2.41    Stock Appreciation Rights Agreement.    “Stock
Appreciation Rights Agreement” means the written agreement entered into between the Company and a Participant with respect to a Stock Appreciation Right granted under the Plan. 

2.42    10% Stockholder.    “10% Stockholder” means a
person who, as of a relevant date, owns or is deemed to own (by reason of the attribution rules applicable under Section 424(d) of the Code) stock possessing more than 10% of the total combined voting power of all classes of stock of the
Company or of an Affiliated Company measured as of an Incentive Option’s date of grant. 

2.43    Treasury Regulations.    “Treasury Regulations” shall mean the
regulations of the United States Treasury Department promulgated under the Code. 
 ARTICLE 3. 

ELIGIBILITY 

3.1    Incentive Options.    Only employees of the Company or of an
Affiliated Company (including officers of the Company and members of the Board if they are employees of the Company or of an Affiliated Company) are eligible to receive Incentive Options under the Plan. 

3.2    Nonqualified Options, Restricted Stock and Stock Appreciation
Rights.    Employees of the Company or of an Affiliated Company, members of the Board (whether or not employed by the Company or an Affiliated Company), and Service Providers are eligible to receive Nonqualified Options,
Restricted Stock or Stock Appreciation Rights under the Plan. 
 3.3    Section 162(m)
Limitation.    On and after such time, if any, that the Company is Publicly Held, no employee of the Company or of an Affiliated Company shall be eligible to be granted Options or Stock Appreciation Rights covering more
than 1,000,000 shares of Common Stock during any calendar year; provided, however, the preceding limitation shall not apply until the earliest time required for compensation attributable to Options or Stock Appreciation Rights granted
under the Plan to be exempt from the deduction limitation of Section 162(m) of the Code. 
 ARTICLE 4. 

PLAN SHARES 

4.1    Shares Subject to the Plan.    Subject
to Section 4.2, a total of Five Million Four Hundred Forty Thousand (5,440,000) shares of Common Stock shall be available for issuance under the Plan. Of this total, Five Million Four Hundred Forty Thousand (5,440,000) shares of Common Stock
are available for issuance pursuant to Incentive Options. For purposes of this Section 4.1, in the event that (a) all or any portion of any Award granted or offered under the Plan can no longer under any circumstances
be exercised or (b) any shares of Common Stock are reacquired by the Company which were initially the subject of an Award Agreement, the shares of Common Stock allocable to the unexercised portion of such Award, or the shares so reacquired,
shall again be available for grant or issuance under the Plan. 

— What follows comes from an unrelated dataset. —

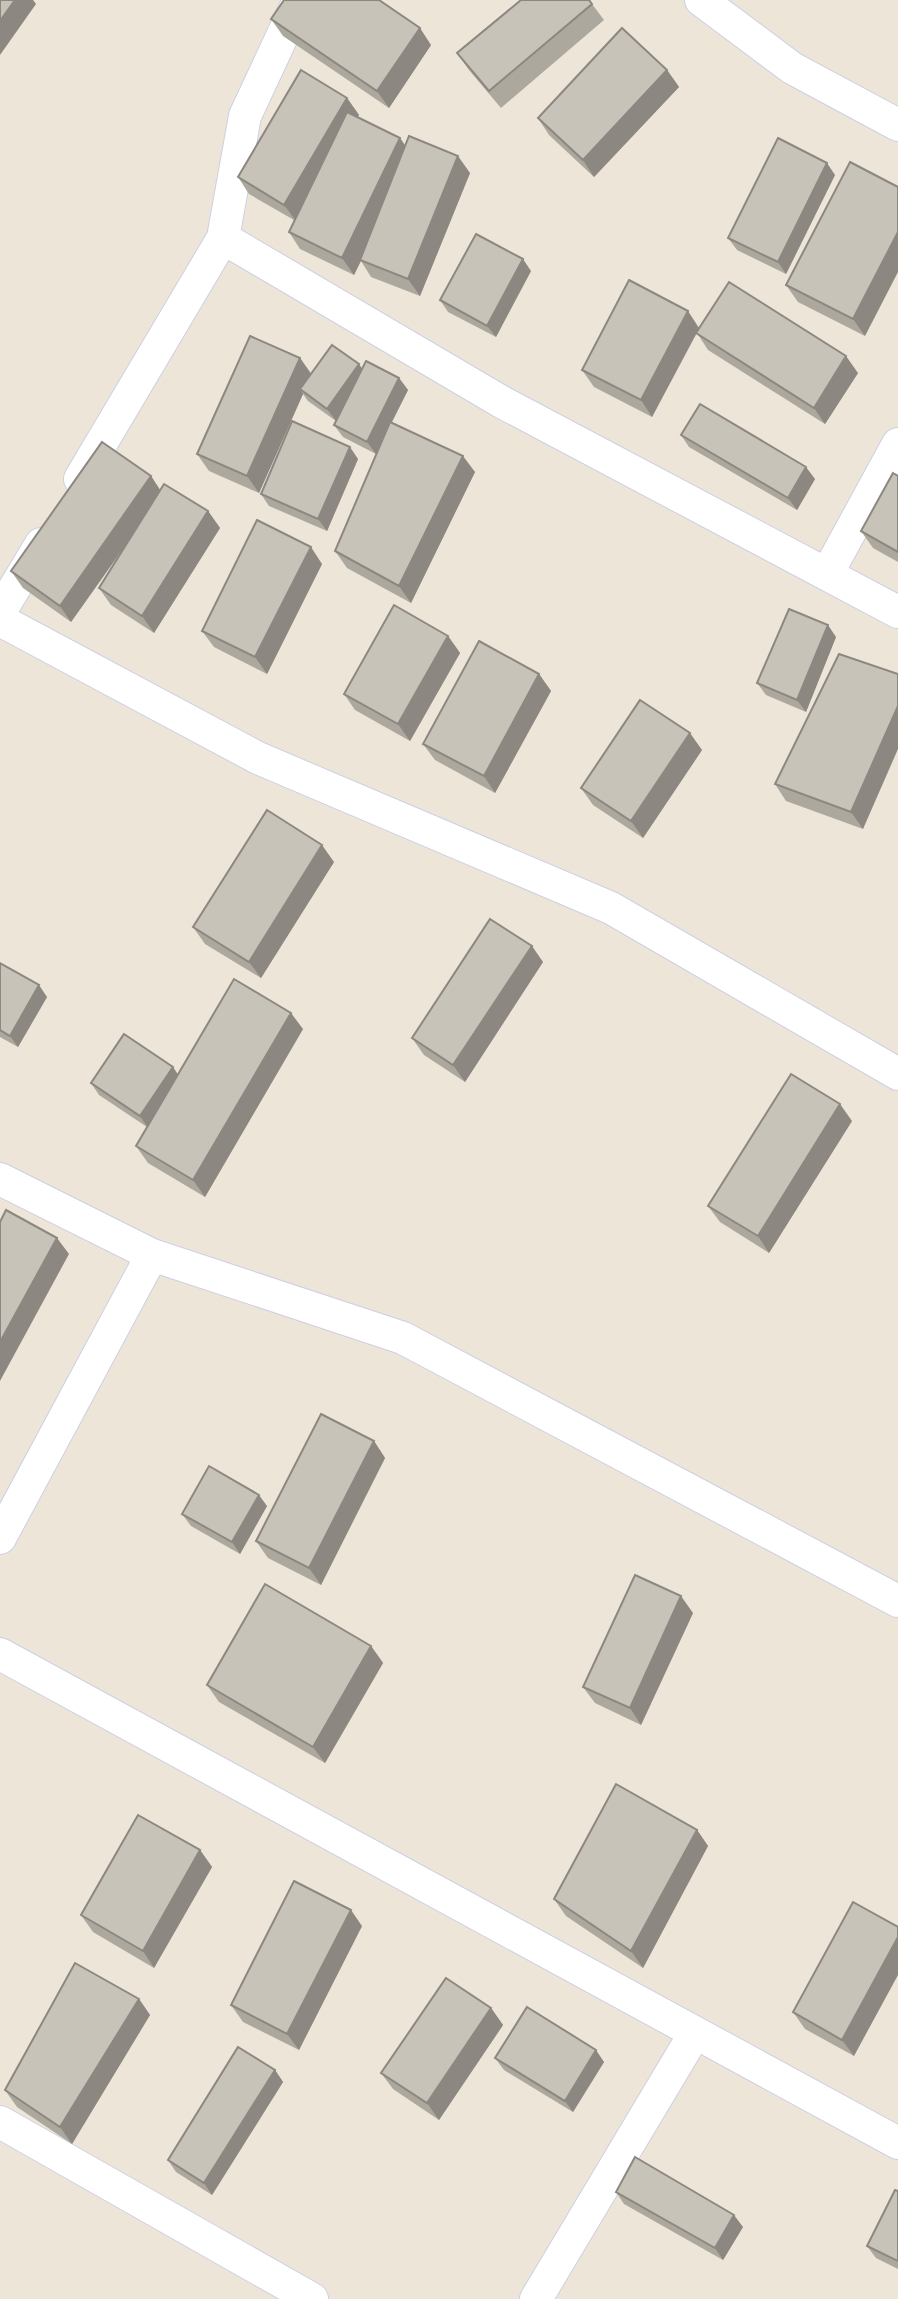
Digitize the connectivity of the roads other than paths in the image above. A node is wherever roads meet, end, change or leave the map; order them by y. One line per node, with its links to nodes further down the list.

4.2    Changes in Capital Structure. 

  
 6 

 (a)    In the event that the outstanding shares of Common Stock are hereafter
increased or decreased or changed into or exchanged for a different number or kind of shares or other securities of the Company by reason of a recapitalization, stock split, reverse stock split, combination of shares, reclassification, stock
dividend, or other change in the capital structure of the Company, then appropriate adjustments shall be automatically made to the aggregate number and kind of shares subject to this Plan, the number and kind of shares and the exercise price or
purchase price per share subject to outstanding Award Agreements, and the limits on the number of shares under Sections 3.3 and 4.1 hereof, all in order to preserve, as nearly as practical, but not to increase, the benefits to
Participants. 
 (b)    In connection with the occurrence of any Equity Restructuring, and notwithstanding anything to
the contrary in this Section 4.2, the Administrator will equitably adjust each outstanding Award, which adjustments may include adjustments to the number and type of securities subject to each outstanding Award and/or the
exercise price or grant price thereof, if applicable, the grant of new Awards to Participants, and/or the making of a cash payment to Participants, as the Administrator deems appropriate to reflect such Equity Restructuring. The adjustments provided
under this Section 4.2(b) shall be nondiscretionary and shall be final and binding on the affected Participant and the Company; provided that whether an adjustment is equitable shall be determined by the Administrator. 

ARTICLE 5. 
 OPTIONS

 5.1    Option Agreement.    Each
Option granted pursuant to this Plan shall be evidenced by an Option Agreement that shall specify the number of shares subject thereto, the Exercise Price per share, and whether the Option is an Incentive Option or Nonqualified Option. As soon as is
practical following the grant of an Option, an Option Agreement shall be duly executed and delivered by or on behalf of the Company to the Optionee to whom such Option is granted. Each Option Agreement shall be in such form and contain such
additional terms and conditions, not inconsistent with the provisions of this Plan, as the Administrator shall, from time to time, deem desirable, including without limitation, the imposition of any rights of first refusal and resale obligations
upon any shares of Common Stock acquired pursuant to an Option Agreement. Each Option Agreement may be different from each other Option Agreement. 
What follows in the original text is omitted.